(Beginning of SOURCE DATA)

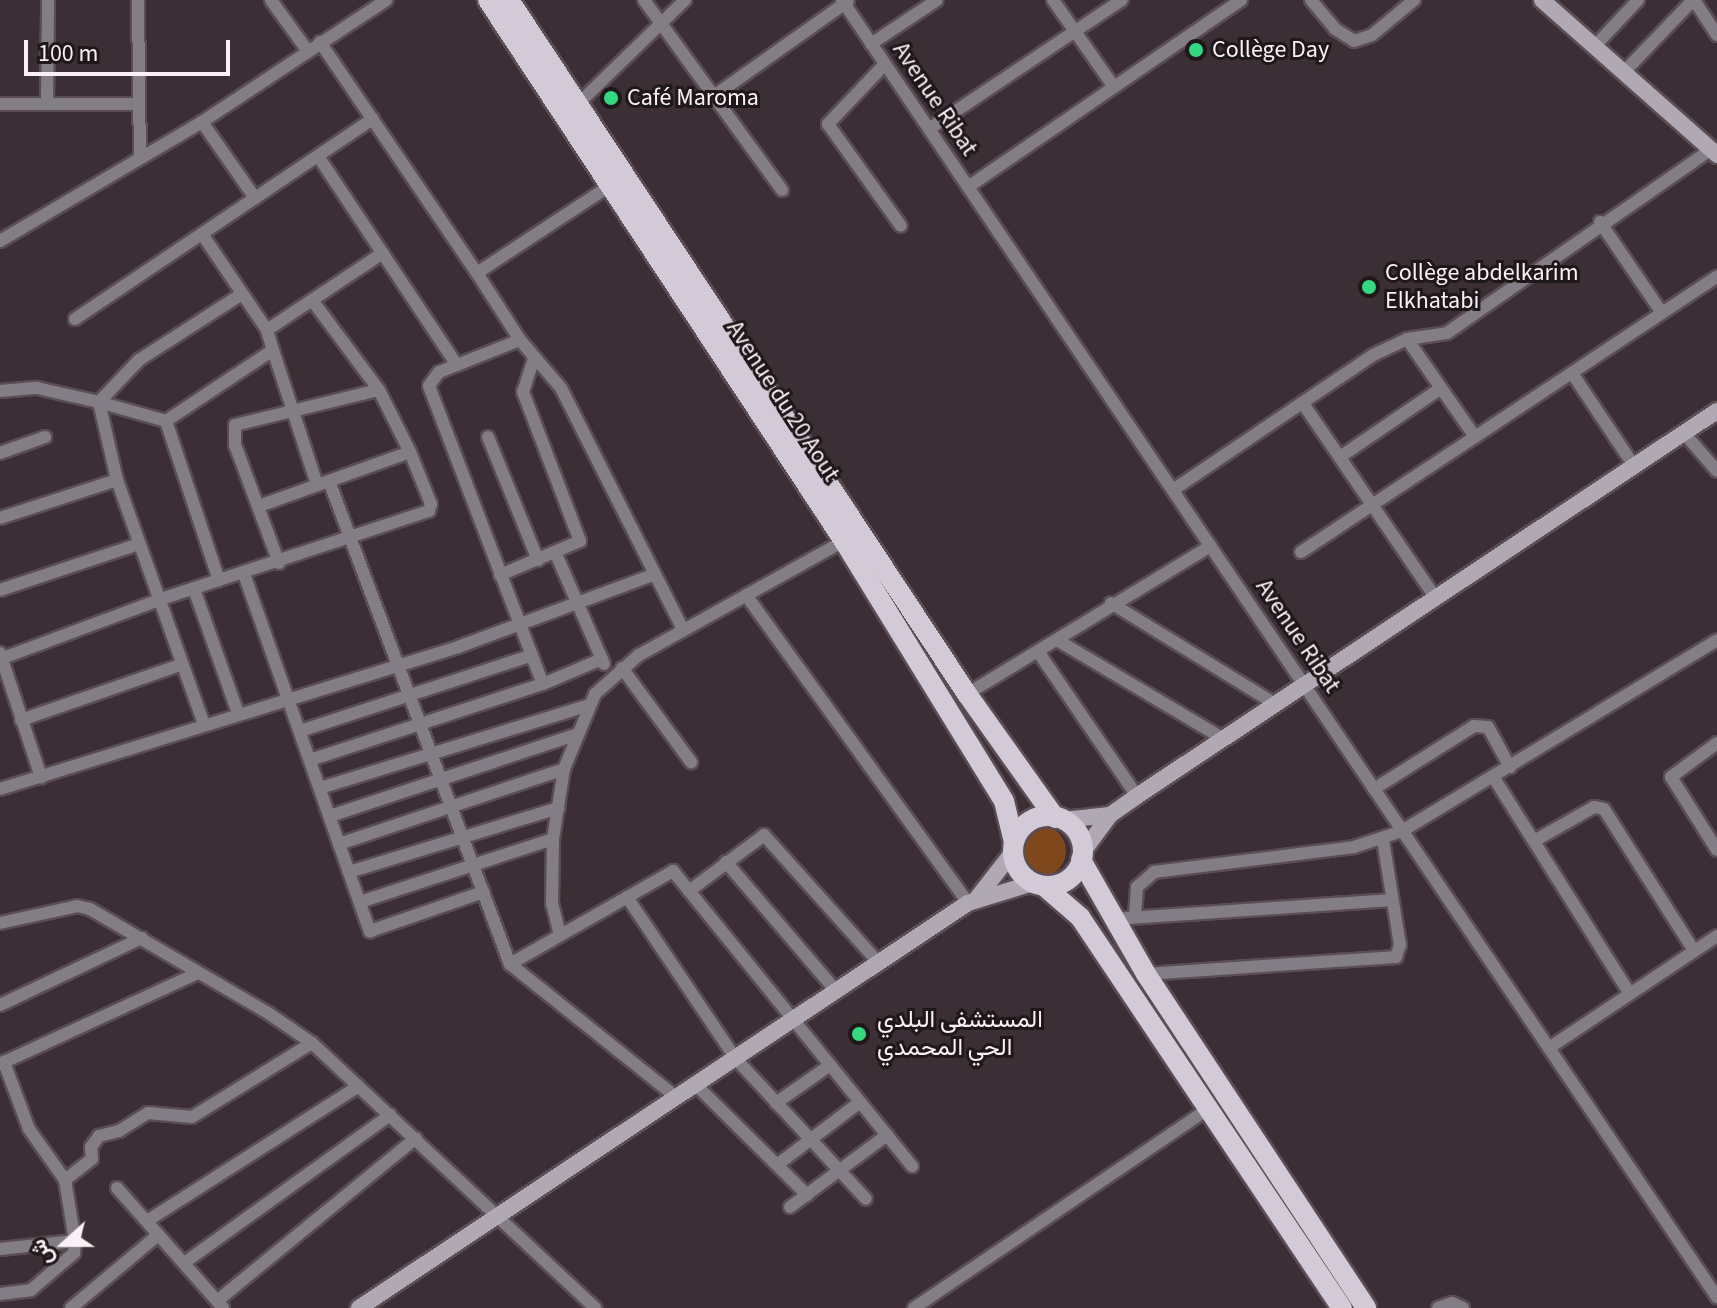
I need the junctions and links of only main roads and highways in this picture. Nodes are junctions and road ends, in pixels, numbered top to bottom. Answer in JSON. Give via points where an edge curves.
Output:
{"nodes":[{"id":1,"x":488,"y":0,"type":"edge"},
{"id":2,"x":509,"y":0,"type":"edge"},
{"id":3,"x":1059,"y":819,"type":"junction"},
{"id":4,"x":1014,"y":847,"type":"junction"},
{"id":5,"x":1082,"y":856,"type":"junction"},
{"id":6,"x":1039,"y":884,"type":"junction"},
{"id":7,"x":1342,"y":1308,"type":"edge"},
{"id":8,"x":1366,"y":1308,"type":"edge"}],
"edges":[{"from":1,"to":4,"type":"main road","name":"Avenue du 20 Aout","via":[[844,541],[1004,801]]},
{"from":2,"to":3,"type":"main road","name":"Avenue du 20 Aout","via":[[967,694]]},
{"from":3,"to":4,"type":"main road","via":[[1030,821]]},
{"from":3,"to":5,"type":"main road","via":[[1079,837]]},
{"from":4,"to":6,"type":"main road","via":[[1019,870]]},
{"from":5,"to":6,"type":"main road","via":[[1064,882]]},
{"from":5,"to":8,"type":"main road","via":[[1146,974]]},
{"from":6,"to":7,"type":"main road","via":[[1080,917]]}]}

(End of SOURCE DATA)

TASK DETAILS: The expected answer is the data retyped exactly, without pictures.

SOLUTION FOR THIS TASK:
I need the junctions and links of only main roads and highways in this picture. Nodes are junctions and road ends, in pixels, numbered top to bottom. Answer in JSON. Give via points where an edge curves.
Output:
{"nodes":[{"id":1,"x":488,"y":0,"type":"edge"},
{"id":2,"x":509,"y":0,"type":"edge"},
{"id":3,"x":1059,"y":819,"type":"junction"},
{"id":4,"x":1014,"y":847,"type":"junction"},
{"id":5,"x":1082,"y":856,"type":"junction"},
{"id":6,"x":1039,"y":884,"type":"junction"},
{"id":7,"x":1342,"y":1308,"type":"edge"},
{"id":8,"x":1366,"y":1308,"type":"edge"}],
"edges":[{"from":1,"to":4,"type":"main road","name":"Avenue du 20 Aout","via":[[844,541],[1004,801]]},
{"from":2,"to":3,"type":"main road","name":"Avenue du 20 Aout","via":[[967,694]]},
{"from":3,"to":4,"type":"main road","via":[[1030,821]]},
{"from":3,"to":5,"type":"main road","via":[[1079,837]]},
{"from":4,"to":6,"type":"main road","via":[[1019,870]]},
{"from":5,"to":6,"type":"main road","via":[[1064,882]]},
{"from":5,"to":8,"type":"main road","via":[[1146,974]]},
{"from":6,"to":7,"type":"main road","via":[[1080,917]]}]}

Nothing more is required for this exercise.